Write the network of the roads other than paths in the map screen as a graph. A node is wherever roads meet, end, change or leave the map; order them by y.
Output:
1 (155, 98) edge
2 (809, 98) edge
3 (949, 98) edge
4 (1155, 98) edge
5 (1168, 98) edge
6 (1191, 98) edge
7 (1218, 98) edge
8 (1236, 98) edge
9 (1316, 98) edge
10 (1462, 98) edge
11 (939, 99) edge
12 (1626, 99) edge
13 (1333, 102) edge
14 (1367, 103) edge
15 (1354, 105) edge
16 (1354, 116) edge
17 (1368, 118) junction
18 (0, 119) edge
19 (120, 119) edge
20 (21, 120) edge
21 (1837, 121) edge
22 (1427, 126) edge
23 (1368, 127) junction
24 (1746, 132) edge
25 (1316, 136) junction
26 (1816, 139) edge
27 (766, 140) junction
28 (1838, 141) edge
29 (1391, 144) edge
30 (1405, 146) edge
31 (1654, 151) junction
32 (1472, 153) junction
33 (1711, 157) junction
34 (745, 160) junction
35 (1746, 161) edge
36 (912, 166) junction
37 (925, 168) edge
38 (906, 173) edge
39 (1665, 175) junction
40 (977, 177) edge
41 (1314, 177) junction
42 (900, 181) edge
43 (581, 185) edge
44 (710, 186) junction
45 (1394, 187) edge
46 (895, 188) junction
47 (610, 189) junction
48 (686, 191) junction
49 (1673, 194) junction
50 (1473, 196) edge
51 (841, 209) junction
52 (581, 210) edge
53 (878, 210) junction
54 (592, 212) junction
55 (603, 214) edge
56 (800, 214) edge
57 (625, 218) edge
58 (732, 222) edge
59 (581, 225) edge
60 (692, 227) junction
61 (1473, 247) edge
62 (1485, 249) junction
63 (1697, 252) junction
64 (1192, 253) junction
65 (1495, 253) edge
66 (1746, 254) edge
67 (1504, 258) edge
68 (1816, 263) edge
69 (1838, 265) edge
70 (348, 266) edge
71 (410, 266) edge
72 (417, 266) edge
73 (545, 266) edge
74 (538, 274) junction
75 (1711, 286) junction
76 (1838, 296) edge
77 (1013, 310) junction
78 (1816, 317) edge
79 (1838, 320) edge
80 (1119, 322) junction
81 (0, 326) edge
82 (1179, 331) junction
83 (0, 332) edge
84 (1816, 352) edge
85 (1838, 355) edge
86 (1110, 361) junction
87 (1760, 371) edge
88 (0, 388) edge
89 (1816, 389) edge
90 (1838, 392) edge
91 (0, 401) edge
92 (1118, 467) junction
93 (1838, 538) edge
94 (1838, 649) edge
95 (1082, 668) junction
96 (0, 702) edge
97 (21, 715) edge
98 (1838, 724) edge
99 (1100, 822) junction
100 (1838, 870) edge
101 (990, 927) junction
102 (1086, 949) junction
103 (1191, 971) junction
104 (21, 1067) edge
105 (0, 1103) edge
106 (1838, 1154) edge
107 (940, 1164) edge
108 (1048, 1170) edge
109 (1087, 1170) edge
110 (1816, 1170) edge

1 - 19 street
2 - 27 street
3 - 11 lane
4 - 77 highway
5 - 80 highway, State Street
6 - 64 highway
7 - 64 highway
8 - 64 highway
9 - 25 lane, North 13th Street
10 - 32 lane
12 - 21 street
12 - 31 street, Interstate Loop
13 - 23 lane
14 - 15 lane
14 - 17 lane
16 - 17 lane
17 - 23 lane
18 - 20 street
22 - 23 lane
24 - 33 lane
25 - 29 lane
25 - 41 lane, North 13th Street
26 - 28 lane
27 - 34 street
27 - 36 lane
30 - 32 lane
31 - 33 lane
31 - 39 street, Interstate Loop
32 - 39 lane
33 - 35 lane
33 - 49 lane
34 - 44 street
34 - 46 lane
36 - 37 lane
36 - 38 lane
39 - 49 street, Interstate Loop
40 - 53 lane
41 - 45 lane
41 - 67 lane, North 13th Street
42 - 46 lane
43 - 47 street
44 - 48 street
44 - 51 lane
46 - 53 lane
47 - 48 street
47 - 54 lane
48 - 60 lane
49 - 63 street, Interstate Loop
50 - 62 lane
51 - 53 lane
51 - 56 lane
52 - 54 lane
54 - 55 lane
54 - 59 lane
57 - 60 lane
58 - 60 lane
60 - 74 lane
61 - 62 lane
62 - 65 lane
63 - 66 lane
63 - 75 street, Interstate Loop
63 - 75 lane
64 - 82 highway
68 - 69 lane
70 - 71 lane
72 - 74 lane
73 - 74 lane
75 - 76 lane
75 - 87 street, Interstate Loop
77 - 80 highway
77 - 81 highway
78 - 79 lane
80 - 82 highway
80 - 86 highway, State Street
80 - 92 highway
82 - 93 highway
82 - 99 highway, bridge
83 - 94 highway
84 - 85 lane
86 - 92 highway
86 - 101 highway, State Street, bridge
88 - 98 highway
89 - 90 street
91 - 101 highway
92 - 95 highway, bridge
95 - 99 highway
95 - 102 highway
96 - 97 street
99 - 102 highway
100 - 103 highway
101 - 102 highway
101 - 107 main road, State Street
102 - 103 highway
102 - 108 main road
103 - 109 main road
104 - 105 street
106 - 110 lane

** Assignment **
Only the number is needed. Say how many lines of the entries contain "Interstate".

** Output for this task **
6